NAR has filed a motion to dismiss the case that is pending. “We think that [the complaint is] baseless, it’s meritless, there’s no allegations to even prove the claim that they’re alleging,” Johnson said.
She also highlighted a lawsuit brought by discount brokerage REX Real Estate against NAR and Zillow alleging antitrust violations for NAR rules that require Zillow to segregate non-MLS listings from MLS listings on its website, including listings from REX, which eschews MLSs.
As the other lawsuits have alleged, REX argues that the effect of this rule is to “protect the outrageously high commissions brokers collect on homes sold through the traditional brokerage process.”
“REX alleges that moving its listings to a different section of Zillow deprives consumers of property information and it misleads them to thinking that REX’s listings are not listed by a licensed real estate agent,” Johnson said.
“REX argues that websites like Zillow are critical for providing consumers with accurate and comprehensive property information. But REX fails to recognize that such display would be unavailable but for the existence of broker cooperation via the multiple listing service. In sum, that lawsuit has no legal basis. We intend to vigorously contest it.”
NAR recently filed its opposition to REX’s motion for a preliminary injunction regarding the rule.
“We think that this is just an example of a brokerage trying to take the benefits of the MLS system without contributing to it,” Johnson said.
In regards to the U.S. Department of Justice (DOJ) lawsuit against NAR, Johnson said the two entities were still negotiating the four anticipated rule changes. One of the rule changes would prohibit MLS listings from being filtered to consumers based on the commission amount being offered or based on the name of the listing broker or agent.

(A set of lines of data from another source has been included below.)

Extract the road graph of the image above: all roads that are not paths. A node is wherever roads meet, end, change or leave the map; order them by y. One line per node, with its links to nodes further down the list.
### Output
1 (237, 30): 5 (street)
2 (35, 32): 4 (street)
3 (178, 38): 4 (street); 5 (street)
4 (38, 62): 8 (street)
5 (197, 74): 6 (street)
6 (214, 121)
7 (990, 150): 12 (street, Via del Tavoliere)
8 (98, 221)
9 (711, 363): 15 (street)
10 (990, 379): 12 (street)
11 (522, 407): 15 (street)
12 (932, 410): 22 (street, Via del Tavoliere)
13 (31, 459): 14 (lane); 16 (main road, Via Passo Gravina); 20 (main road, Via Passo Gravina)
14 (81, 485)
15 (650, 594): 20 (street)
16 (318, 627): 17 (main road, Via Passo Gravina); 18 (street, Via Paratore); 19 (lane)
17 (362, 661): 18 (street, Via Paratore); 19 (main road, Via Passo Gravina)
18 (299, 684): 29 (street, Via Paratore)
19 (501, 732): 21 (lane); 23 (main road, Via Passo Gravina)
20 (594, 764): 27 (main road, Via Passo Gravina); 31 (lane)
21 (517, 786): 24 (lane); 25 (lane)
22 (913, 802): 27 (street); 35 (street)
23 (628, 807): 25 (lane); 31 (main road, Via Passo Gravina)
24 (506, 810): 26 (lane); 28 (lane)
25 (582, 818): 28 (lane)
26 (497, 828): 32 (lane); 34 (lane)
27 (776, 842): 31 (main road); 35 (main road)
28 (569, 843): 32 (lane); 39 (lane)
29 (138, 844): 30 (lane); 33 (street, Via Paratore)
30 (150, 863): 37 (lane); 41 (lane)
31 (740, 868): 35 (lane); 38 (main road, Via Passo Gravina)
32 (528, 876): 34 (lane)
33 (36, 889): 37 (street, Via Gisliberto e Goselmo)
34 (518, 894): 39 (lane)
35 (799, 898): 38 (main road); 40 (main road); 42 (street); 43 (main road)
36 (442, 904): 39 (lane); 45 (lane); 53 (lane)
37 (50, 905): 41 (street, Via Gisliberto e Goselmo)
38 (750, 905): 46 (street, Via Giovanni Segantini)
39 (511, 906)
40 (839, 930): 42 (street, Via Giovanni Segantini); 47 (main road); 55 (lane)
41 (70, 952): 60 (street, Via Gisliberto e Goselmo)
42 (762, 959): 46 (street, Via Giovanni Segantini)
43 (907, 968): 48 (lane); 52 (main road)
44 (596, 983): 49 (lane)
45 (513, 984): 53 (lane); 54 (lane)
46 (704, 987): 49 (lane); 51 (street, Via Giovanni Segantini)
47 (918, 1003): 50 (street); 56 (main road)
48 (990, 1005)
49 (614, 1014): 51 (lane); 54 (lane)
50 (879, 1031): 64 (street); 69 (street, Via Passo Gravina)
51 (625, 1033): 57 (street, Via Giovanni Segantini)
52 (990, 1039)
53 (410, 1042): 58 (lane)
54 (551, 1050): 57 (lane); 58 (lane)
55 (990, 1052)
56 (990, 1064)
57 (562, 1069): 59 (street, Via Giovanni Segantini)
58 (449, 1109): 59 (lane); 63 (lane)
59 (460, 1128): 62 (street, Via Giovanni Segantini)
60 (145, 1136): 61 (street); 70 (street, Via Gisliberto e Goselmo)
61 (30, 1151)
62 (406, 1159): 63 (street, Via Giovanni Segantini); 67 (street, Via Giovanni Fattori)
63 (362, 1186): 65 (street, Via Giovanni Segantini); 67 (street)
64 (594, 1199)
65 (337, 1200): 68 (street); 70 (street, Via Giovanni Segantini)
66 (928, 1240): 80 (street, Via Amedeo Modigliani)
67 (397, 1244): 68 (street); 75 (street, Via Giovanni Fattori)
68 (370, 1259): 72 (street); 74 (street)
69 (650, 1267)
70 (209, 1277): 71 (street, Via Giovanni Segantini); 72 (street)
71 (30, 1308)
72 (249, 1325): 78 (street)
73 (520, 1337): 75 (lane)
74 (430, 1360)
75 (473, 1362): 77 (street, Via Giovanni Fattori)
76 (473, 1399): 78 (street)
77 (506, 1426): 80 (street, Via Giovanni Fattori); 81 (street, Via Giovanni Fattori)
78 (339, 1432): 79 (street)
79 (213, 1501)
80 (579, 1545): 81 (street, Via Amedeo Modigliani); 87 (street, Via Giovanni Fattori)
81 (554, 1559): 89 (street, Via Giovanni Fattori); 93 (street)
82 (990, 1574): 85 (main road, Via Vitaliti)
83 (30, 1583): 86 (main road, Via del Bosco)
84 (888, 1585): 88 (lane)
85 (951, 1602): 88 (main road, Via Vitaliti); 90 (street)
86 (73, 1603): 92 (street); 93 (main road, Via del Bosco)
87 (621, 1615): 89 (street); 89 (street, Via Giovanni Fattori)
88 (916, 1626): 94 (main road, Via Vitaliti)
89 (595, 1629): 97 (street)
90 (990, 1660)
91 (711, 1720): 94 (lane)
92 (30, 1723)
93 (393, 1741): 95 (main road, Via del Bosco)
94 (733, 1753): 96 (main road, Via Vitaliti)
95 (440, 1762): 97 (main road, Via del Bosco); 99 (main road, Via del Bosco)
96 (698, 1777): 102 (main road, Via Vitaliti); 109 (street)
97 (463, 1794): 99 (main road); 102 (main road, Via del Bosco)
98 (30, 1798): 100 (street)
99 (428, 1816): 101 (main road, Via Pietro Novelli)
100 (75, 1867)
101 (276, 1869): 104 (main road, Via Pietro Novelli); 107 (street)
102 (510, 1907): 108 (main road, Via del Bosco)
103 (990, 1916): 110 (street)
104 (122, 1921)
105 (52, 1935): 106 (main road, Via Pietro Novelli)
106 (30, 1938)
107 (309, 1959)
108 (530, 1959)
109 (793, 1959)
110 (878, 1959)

“We understand that there are some legitimate back-end uses for filtering, especially by broker name or by agent name when you’re trying to assess statistics, market activity, etc.” Johnson said.
“So the intent here is to prohibit the restriction of listings that are delivered to consumers, not to prohibit or restrict the back-end legitimate business purposes.”
Another rule change would require that lockbox access be available to all licensed real estate professionals licensed in the state where the property is located, but NAR believes access could depend on “reasonable conditions.”
“For example, if you require lease agreements to be signed in order to access a key, that same requirement could be imposed on non-member licensees,” Johnson said.
“Where you have lease agreements, you have expectations, responsibilities and sanctions for violating those expectations or responsibilities. All the same precautions — safety, administrative and otherwise — should be available in this new paradigm.”
She added that giving temporary key codes to non-member licensees is “not a wild expansion of any existing responsibility” because Article 3 of the Realtor Code of Ethics has always required Realtors to cooperate with brokers when it’s in the best interest of their client.
“That cooperation could never have been conditioned on whether or not the broker belongs to a specific multiple listing service,” she said. “So this is just an administrative function that really bolsters the Article 3 commitment and a requirement to cooperate.”